Mineral associations and average oxidation states of sorbed Pu on tuff

Subsurface transport of groundwater contaminants is greatly influenced by chemical speciation, precipitation, and sorption processes. The transport of Pu potentially released from spent nuclear fuel disposal and storage sites will be dependent on its interaction with mineral surfaces and speciation in the subsurface. The sorption of dissolved Pu(V) on a natural zeolitic tuff that was equilibrated with synthetic groundwater was examined using synchrotron-based microanalytical techniques. The tuff contained trace quantities of smectites and iron and manganese oxides, which are present as fracture fill and pore space materials. Synchrotron-based micro-X-ray fluorescence (SXRF) showed that Pu is predominately associated with manganese oxides (rancieite) and smectites but not with iron oxides (hematite).
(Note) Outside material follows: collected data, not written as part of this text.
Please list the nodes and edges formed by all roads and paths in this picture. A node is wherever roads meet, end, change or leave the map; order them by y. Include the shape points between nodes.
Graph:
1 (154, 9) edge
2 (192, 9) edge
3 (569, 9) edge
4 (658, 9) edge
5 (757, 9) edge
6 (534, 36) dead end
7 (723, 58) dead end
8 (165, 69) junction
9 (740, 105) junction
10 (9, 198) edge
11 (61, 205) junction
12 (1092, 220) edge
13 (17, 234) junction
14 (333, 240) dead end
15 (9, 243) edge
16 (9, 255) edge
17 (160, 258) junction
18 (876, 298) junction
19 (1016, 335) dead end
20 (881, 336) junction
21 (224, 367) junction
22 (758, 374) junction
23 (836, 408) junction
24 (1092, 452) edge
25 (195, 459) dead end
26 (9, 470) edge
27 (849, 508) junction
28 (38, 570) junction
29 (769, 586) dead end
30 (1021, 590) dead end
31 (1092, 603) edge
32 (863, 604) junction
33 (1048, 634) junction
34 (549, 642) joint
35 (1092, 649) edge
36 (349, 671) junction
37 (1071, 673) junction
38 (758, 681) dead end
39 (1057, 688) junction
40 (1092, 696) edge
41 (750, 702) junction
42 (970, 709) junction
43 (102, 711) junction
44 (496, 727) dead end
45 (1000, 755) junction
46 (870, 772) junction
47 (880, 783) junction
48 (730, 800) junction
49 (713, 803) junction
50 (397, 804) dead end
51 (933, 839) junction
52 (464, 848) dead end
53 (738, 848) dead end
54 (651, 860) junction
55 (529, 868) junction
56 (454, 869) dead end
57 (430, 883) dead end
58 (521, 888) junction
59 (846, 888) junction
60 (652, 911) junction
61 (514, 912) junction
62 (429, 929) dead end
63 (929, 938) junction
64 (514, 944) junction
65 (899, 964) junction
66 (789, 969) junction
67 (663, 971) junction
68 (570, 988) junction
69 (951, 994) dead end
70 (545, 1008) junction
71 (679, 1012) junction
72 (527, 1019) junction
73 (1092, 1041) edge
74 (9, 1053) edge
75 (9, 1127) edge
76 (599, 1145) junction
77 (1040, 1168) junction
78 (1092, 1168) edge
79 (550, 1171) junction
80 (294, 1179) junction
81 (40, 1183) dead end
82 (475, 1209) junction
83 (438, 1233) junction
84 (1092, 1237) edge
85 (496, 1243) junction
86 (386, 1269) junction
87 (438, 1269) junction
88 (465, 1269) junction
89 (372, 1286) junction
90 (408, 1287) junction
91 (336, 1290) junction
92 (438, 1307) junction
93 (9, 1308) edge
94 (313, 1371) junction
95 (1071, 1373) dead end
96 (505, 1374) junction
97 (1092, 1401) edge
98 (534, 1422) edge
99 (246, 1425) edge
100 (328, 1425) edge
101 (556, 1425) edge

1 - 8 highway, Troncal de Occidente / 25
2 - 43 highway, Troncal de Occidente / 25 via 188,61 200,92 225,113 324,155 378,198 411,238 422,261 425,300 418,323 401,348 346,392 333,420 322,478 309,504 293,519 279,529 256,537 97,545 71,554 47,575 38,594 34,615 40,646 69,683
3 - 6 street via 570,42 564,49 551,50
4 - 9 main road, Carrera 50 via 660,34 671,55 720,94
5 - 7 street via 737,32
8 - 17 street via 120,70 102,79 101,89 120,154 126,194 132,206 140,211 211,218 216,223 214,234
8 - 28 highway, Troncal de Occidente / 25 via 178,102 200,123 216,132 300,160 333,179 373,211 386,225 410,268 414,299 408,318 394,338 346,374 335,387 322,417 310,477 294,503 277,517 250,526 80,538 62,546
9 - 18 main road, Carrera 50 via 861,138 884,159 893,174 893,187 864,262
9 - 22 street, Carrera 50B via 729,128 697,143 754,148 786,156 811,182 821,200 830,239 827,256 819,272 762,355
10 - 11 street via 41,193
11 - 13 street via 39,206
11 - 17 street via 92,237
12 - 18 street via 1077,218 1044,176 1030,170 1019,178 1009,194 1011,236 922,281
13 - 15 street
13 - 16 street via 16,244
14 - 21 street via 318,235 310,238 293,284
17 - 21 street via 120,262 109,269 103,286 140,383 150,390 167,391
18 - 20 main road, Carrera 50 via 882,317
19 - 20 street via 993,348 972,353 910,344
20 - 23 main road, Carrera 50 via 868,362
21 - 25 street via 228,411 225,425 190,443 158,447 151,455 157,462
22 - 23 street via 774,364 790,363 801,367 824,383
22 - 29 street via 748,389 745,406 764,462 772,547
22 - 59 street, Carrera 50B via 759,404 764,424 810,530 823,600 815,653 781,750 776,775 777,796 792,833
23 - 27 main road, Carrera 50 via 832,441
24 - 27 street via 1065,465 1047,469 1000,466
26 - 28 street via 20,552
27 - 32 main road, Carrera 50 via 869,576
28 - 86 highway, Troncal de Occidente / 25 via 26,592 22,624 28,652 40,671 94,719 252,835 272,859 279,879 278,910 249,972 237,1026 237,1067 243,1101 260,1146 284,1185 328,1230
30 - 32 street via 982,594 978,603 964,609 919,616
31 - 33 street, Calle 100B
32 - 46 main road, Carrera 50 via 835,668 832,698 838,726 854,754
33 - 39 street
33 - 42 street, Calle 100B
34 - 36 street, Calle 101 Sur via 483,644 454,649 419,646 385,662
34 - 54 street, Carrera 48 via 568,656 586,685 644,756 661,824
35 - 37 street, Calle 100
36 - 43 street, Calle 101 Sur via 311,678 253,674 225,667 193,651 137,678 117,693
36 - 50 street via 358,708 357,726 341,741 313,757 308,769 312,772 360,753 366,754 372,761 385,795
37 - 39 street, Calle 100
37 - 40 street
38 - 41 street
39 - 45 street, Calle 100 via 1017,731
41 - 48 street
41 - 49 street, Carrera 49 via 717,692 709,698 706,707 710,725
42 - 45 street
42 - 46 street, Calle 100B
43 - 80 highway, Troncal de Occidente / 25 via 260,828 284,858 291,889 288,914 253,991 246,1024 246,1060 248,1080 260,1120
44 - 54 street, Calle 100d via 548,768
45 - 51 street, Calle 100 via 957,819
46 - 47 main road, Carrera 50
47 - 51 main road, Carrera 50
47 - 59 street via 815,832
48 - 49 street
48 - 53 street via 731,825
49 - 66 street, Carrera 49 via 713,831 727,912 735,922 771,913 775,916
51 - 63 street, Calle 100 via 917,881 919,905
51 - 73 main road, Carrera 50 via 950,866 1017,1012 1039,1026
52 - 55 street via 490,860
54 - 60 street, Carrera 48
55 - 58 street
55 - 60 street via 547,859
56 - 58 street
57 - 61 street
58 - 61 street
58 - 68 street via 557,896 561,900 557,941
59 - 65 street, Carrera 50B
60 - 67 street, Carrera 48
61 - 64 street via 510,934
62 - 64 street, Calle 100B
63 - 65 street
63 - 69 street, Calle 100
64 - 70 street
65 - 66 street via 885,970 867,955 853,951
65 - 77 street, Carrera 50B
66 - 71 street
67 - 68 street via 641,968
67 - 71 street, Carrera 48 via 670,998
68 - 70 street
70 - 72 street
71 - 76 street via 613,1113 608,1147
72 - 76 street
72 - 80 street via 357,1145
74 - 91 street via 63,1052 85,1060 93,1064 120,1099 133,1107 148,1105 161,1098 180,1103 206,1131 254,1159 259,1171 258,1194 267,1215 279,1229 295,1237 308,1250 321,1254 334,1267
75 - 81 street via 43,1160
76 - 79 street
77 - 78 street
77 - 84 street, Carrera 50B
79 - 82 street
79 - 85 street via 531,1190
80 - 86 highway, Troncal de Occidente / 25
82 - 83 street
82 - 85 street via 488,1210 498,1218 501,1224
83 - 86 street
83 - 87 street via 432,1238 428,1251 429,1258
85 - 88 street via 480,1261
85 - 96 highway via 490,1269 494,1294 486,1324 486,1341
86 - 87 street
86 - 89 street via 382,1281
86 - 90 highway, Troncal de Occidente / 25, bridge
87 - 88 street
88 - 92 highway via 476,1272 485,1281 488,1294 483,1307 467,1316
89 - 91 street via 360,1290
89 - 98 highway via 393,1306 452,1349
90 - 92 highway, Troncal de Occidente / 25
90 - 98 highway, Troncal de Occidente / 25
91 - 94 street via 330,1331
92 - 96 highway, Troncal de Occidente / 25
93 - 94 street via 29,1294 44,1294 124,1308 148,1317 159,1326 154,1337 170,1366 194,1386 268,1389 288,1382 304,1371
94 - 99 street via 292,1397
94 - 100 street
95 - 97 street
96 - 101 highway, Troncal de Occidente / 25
In situ micro-X-ray absorption near-edge structure (XANES) spectroscopy measurements on two highly enriched regions (similar to 10 x 15 mu m(2)) of Pu indicated that the average oxidation state of sorbed Pu was (+V) in one region and (+VI) in the other. The observed heterogeneous speciation of the sorbed Pu demonstrates the complex nature of this process. Thermodynamic equilibrium calculations indicated that the solution was dominated by negatively charged Pu species (such as PuO2CO3-), suggesting that sorption to the negatively charged manganese oxide surfaces would be energetically prohibited. Subsequent speciation changes upon sorption to manganese oxide surfaces are discussed.